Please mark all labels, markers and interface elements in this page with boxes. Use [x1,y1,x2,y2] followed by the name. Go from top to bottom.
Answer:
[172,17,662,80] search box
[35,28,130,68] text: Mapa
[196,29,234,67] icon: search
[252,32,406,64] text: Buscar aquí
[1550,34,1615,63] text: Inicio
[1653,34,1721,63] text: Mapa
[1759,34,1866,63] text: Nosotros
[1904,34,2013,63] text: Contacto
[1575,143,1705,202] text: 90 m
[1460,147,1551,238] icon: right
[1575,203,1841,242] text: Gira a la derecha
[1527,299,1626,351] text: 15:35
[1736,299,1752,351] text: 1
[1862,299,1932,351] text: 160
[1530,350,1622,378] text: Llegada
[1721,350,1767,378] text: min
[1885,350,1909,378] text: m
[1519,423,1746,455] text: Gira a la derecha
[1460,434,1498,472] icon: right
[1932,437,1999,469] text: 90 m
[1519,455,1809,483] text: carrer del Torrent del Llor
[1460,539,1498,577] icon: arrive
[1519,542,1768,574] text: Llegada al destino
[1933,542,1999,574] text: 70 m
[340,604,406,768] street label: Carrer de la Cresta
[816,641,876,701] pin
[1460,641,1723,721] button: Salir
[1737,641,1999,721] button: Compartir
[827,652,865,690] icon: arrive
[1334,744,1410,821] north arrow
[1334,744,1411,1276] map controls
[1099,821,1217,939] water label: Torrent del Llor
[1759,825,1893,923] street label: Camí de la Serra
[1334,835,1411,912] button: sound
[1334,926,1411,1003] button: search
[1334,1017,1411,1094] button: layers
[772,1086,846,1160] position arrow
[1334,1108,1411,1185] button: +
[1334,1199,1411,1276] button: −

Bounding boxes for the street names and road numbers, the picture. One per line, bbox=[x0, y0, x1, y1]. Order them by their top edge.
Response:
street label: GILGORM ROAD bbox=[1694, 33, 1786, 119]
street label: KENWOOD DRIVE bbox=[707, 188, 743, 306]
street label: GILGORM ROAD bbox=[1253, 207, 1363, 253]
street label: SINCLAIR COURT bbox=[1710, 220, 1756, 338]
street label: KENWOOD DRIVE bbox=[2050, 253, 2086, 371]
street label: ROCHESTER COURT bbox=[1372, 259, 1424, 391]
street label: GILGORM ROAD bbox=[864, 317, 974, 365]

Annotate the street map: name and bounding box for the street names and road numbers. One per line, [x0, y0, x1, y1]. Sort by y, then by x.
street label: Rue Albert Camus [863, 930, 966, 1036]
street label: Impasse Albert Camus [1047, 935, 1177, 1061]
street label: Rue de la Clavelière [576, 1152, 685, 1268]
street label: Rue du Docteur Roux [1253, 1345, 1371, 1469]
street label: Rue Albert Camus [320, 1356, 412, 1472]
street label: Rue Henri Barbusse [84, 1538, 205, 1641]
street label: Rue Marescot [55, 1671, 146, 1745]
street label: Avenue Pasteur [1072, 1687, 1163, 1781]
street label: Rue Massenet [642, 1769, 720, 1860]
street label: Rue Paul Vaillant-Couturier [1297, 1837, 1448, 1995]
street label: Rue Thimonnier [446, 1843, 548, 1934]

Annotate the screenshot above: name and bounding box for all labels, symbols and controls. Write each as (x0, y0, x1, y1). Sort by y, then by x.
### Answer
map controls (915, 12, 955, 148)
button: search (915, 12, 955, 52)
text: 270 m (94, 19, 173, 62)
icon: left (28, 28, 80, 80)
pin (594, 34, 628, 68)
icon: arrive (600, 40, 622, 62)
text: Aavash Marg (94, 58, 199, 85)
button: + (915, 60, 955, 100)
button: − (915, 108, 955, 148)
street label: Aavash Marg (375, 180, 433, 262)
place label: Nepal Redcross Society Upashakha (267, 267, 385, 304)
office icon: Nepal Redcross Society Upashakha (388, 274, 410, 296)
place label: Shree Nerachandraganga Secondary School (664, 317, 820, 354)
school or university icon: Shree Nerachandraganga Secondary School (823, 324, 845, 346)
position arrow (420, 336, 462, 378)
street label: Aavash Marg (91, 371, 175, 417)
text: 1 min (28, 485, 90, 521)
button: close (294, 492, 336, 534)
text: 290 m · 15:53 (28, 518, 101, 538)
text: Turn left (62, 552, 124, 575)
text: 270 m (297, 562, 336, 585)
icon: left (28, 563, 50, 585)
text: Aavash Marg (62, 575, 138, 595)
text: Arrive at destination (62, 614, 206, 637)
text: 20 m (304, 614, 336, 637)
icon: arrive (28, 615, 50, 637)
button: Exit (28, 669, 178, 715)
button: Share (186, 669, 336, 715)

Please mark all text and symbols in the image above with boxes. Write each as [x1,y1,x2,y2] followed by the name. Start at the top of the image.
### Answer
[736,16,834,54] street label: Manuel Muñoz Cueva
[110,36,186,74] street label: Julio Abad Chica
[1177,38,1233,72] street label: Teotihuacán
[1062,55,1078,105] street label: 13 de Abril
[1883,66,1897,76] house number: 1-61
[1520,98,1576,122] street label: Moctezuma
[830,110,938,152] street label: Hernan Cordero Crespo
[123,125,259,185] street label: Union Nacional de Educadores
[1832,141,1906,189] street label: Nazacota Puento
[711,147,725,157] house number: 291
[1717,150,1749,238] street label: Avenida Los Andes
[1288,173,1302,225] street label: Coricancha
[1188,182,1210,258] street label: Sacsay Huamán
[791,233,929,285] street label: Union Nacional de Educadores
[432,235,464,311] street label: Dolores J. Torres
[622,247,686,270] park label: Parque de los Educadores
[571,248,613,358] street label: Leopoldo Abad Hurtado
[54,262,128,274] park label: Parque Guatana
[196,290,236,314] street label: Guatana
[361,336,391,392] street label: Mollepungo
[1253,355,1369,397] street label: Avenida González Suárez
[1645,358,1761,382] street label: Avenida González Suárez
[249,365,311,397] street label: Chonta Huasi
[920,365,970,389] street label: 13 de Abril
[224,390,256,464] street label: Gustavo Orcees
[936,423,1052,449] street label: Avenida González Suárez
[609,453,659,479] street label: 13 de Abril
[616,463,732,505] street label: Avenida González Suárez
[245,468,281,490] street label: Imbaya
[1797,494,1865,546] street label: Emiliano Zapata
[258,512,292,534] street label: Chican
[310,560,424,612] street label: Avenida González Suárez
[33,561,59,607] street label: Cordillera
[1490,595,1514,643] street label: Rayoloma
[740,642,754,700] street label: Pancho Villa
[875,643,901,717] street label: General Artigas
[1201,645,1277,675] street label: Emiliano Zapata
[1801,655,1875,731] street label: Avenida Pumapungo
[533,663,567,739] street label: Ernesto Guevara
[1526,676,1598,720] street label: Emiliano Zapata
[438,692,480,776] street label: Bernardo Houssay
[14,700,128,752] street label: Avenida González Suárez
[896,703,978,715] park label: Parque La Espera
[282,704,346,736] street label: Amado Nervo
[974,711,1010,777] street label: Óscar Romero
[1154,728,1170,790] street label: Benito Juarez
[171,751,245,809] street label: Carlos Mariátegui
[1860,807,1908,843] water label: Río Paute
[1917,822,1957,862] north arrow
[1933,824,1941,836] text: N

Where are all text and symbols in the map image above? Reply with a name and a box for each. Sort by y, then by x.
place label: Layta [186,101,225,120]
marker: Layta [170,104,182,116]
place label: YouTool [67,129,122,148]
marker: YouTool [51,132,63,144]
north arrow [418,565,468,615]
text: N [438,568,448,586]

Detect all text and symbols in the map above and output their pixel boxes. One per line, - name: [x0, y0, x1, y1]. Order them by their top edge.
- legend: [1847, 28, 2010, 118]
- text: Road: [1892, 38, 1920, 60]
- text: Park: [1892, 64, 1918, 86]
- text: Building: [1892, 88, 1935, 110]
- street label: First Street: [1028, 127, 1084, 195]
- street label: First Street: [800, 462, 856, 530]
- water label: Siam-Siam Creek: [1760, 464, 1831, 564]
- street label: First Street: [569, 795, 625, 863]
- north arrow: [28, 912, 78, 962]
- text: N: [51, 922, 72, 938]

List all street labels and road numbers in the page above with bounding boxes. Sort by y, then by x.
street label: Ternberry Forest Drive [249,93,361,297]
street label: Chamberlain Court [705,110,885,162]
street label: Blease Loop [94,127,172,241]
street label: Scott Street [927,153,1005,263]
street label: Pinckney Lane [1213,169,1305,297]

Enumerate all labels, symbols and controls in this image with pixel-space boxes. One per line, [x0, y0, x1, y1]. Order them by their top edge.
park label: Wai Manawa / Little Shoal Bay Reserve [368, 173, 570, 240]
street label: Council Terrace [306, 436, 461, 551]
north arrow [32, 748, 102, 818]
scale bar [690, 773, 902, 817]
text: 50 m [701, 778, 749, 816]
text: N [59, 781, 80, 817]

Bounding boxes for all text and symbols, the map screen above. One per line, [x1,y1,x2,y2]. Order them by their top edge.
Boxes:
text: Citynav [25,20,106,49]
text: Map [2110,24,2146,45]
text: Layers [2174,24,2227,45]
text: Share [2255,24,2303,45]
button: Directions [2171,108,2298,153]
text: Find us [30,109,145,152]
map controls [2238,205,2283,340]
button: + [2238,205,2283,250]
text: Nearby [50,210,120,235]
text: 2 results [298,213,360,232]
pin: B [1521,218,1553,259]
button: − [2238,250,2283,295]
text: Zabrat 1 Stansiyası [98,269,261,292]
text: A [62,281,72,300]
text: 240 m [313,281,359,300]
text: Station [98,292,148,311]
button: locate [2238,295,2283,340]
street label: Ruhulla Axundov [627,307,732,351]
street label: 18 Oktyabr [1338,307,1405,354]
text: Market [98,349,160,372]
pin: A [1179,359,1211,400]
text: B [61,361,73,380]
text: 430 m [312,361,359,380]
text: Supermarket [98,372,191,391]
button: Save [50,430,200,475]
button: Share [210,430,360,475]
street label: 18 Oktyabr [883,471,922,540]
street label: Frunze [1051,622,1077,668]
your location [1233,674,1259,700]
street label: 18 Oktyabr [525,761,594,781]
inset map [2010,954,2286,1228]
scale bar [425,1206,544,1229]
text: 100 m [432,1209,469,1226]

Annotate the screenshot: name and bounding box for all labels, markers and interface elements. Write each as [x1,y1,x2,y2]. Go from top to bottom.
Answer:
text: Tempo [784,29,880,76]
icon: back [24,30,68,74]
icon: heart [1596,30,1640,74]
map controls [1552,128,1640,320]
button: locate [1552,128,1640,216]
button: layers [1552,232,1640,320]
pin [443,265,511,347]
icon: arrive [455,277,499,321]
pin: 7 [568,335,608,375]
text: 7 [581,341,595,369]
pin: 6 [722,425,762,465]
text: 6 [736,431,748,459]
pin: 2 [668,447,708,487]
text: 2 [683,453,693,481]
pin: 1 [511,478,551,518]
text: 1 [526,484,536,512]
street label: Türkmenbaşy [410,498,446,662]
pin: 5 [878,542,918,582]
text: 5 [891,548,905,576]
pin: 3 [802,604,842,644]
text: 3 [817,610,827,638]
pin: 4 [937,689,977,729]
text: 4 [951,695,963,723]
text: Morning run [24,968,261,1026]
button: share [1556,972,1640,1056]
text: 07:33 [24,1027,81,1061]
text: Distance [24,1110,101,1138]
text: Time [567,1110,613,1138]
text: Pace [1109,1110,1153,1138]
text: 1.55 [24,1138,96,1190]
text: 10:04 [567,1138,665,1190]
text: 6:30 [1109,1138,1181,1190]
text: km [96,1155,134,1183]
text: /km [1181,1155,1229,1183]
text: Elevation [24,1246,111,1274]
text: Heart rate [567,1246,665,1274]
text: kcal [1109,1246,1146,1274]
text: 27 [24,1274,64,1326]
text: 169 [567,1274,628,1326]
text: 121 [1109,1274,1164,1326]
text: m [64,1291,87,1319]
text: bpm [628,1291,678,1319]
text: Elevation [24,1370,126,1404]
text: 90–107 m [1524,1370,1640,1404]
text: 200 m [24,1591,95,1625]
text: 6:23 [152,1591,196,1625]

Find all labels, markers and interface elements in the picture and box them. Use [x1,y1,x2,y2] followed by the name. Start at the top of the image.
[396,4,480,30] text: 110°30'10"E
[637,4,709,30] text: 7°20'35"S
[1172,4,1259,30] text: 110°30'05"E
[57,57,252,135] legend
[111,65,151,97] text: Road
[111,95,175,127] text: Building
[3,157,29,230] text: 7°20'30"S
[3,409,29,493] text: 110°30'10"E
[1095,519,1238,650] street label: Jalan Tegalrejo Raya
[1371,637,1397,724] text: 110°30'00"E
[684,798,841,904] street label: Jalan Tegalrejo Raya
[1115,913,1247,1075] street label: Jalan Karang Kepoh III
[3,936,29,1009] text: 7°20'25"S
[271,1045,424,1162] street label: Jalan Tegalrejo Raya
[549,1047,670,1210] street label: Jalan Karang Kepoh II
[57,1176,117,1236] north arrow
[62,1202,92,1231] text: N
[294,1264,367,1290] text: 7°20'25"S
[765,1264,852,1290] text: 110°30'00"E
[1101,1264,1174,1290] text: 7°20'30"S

──────────────────────────────

__Exercise goal__. Show each line of the material where the word "Write" occurs.

__Your response__.
Annotate the screenshot above: name and bounding box for all labels, symbols and controls. Write each as (x0, y0, x1, y1). Sort by y, then by x.
Please mark all text and symbols in the image above with boxes. Write each as [x1,y1,x2,y2] followed by the name. Start at the top of the image.
Annotate the screenshot: name and bounding box for all labels, markers and interface elements. Write each as [x1,y1,x2,y2]. Go from top to bottom.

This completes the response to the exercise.